The civil panel - which has no connection to the criminal grand jury under the purview of the district attorney - is barely alive. Both judges, who loosely oversee the civil jury, and past members are worried that scant public awareness is dulling its potential. "In a city that's filled with so many motivated and active people, it's appalling so few are interested," said Superior Court Judge Julie Tang, head of a judicial panel overseeing the jury.

Each county in California is authorized to have a civil grand jury. In most counties, the prospect of serving on the watchdog panel generally produces a line out the door. For example, Marin County received 100 applicants last year, Tang said.

But not San Francisco, where judges and former members went into overdrive last spring to lure more candidates when only 46 applicants showed up in the final days. The pool generally shrinks after a panel of former jurors screens applicants for obvious bias and suggests that a would-be member think seriously about the time commitment.

Part of the problem is the jury's low profile. It doesn't render verdicts like the courtroom variety, not does it issue indictments as criminal grand juries do. Most people don't realize a third variant - the civil watchdog panel - exists. Its volunteer members put in long hours on self-assigned topics that are analyzed in reports that run up to 40 pages.

There's also the frustration factor. The jury's judgments carry no legal weight, though they can attract notice when veering into touchy topics.

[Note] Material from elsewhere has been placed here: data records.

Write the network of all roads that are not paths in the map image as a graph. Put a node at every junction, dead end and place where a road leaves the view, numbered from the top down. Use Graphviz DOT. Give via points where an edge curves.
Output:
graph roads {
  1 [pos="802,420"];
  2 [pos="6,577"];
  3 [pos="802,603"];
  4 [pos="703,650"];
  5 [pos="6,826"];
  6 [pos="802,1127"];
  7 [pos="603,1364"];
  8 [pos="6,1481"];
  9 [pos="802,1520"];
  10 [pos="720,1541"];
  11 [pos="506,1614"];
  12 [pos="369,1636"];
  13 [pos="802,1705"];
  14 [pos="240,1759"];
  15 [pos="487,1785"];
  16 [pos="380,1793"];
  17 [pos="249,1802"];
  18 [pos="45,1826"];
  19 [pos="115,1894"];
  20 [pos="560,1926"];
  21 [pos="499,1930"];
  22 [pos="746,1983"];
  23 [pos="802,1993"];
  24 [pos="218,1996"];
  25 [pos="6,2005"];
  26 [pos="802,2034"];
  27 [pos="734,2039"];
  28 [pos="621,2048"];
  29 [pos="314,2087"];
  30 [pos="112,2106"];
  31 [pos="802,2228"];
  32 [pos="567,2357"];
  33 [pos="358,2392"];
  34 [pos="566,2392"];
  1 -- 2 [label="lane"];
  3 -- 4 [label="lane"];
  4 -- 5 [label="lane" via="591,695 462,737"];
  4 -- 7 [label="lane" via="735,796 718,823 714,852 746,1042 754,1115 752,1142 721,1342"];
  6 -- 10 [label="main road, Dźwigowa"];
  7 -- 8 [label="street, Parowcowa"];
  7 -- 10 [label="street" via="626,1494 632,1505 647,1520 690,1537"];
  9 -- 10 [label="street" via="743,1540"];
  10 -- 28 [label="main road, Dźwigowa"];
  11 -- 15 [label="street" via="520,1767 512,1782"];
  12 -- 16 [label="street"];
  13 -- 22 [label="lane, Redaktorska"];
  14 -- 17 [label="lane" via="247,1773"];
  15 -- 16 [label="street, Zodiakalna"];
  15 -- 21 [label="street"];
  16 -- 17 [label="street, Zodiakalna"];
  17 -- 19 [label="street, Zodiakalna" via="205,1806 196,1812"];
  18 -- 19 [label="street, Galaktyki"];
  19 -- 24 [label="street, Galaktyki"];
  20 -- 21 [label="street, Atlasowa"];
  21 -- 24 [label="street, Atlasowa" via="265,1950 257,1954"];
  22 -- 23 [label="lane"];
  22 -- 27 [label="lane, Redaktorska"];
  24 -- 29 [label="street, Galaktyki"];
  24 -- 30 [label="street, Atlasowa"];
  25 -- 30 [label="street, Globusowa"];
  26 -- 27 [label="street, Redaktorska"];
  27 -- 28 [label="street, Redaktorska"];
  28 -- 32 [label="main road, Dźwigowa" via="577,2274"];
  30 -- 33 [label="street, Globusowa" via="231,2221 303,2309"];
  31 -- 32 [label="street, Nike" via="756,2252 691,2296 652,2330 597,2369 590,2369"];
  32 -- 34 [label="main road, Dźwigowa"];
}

Two recent reports addressed sensitive matters: the racially charged issue of assigning kindergartners to neighborhood schools and future bills for public employee pensions. But city authorities have mostly yawned at the results, or derided them as freelance homework turned in by amateurs.

When last year's grand jury faulted Mayor Gavin Newsom for not fully disclosing his administration's follow-through on campaign promises, press secretary Nathan Ballard said the report was "shallow and misleading." He's since made nice on the subject: ''Although we have on occasion grumbled about a grand jury report, we believe society needs the grand jury to be a watchdog, scrutinizing government. It is essential."

In a city rife with commissions and advisory panels, there should be a place for the civil grand jury. It gives average citizens the authority and a forum to get their government's attention.